Courtesy of ZeroHedge View original post here.

In an email this week, billionaire hedge fund manager Leon Cooperman detailed at least 11 reasons why he is concerned about the long-term implications of the coronavirus outbreak.

The Omega Advisors founder highlighted a number of negative consequences including stricter regulations, higher taxes, and slimmer corporate profits…

  1. The unprecedented recent government stimulus and protections may have permanently increased the role government plays in the market, potentially increasing its regulatory oversight.

  2. The U.S. is shifting to the left on the political spectrum, a trend that will likely result in higher taxes.

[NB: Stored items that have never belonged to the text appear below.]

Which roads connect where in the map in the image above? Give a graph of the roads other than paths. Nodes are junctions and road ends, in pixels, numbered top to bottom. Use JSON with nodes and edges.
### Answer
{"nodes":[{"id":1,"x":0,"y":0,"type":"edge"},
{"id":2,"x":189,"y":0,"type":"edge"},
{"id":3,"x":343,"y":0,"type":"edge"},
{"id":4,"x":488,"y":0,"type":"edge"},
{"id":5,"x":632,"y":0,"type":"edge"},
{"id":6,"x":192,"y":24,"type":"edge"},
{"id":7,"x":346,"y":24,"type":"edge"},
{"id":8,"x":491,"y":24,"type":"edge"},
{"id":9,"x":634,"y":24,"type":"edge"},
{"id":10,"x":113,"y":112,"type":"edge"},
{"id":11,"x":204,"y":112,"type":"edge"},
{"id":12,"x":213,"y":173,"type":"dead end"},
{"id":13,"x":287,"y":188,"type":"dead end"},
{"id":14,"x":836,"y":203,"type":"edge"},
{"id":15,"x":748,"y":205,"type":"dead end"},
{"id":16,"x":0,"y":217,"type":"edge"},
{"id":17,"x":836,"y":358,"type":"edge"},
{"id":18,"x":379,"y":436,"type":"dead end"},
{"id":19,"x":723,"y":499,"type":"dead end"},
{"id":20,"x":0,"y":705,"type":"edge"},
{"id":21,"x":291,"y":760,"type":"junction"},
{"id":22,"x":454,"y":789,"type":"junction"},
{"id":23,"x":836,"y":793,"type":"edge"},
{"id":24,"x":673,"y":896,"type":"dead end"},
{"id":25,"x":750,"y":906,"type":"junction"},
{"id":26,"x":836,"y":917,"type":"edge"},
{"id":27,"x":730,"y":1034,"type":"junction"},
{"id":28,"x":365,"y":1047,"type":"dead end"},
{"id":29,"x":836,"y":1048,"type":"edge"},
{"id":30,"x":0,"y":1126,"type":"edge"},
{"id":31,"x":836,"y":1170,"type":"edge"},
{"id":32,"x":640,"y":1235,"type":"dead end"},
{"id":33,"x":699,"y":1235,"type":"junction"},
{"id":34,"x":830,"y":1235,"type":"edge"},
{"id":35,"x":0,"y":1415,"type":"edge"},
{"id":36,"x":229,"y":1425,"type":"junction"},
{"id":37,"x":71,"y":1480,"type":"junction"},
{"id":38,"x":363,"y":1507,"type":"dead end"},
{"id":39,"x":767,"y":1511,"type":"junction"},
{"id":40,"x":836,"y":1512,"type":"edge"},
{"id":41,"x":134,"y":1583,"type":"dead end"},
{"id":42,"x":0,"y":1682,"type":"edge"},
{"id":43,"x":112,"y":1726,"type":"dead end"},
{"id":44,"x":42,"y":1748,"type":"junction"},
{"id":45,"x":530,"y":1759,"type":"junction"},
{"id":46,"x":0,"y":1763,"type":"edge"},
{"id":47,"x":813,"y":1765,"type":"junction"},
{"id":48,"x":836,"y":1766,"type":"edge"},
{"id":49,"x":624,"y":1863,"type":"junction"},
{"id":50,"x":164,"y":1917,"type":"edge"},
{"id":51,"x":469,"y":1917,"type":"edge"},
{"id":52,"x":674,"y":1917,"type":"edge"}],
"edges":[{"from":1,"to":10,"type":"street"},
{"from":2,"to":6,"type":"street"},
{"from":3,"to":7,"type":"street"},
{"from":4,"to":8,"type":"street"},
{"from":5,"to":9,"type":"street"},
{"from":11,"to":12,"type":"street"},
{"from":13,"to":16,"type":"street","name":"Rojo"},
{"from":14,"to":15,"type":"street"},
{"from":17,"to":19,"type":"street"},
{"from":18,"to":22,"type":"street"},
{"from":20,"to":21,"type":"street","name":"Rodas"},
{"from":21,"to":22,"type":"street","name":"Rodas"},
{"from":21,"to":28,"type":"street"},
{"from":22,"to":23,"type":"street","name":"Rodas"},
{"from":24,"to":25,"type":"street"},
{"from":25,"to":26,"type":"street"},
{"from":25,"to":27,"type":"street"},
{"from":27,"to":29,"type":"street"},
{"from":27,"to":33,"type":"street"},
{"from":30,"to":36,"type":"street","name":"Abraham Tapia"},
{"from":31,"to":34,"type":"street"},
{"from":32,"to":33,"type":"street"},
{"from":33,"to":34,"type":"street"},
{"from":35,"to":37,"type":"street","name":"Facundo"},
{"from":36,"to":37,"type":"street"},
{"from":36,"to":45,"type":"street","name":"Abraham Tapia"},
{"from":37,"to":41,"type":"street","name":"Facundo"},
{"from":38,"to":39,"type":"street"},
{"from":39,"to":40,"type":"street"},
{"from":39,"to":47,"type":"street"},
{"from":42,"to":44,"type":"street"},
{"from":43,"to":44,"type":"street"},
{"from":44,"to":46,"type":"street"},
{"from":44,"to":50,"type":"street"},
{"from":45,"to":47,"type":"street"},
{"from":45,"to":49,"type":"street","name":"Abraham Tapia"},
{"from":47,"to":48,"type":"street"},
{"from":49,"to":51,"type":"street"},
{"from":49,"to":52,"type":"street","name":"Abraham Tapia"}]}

  3. Low interest rates are a sign of an unhealthy economy, not a bullish stock market indicator.

  4. U.S. debt is growing much faster then the economy, so a higher percentage of our national income will need to be devoted to debt servicing.

  5. U.S. demand will likely be slow to recover given Americans will need some form of vaccination and/or proof of immunity to gain access to sporting events, concerts and other gatherings.

  6. Businesses will need to shoulder substantial compliance costs to ensure worker safety.

  7. Companies will need to issue a substantial amount of equity to replace lost capital.

  8. Stock buybacks, and the support they provided to EPS, are mostly over.

  9. U.S. profit margins were at a historic high in January, and they have historically reverted to their long-term mean over time.

  10. Credit is cheaper than stocks, with high-yield bonds (excluding the energy sector) yielding 7.25%, or about 14 times earnings.

  11. If Warren Buffett, the “greatest investor in my generation” can’t find stocks to buy on the dip, “who am I to be bold?”

In fact, "The Buffett Indicator" is signaling stocks are are their most expensive in history…

Cooperman said he sees a fair value for the S&P 500 at around 17x earnings based on current interest rates.

“I apply that to normalized earnings of $150 and it gives me fair value of 2,550 presently (versus yesterday's close of 2,843),” Cooperman said.

Trade accordingly.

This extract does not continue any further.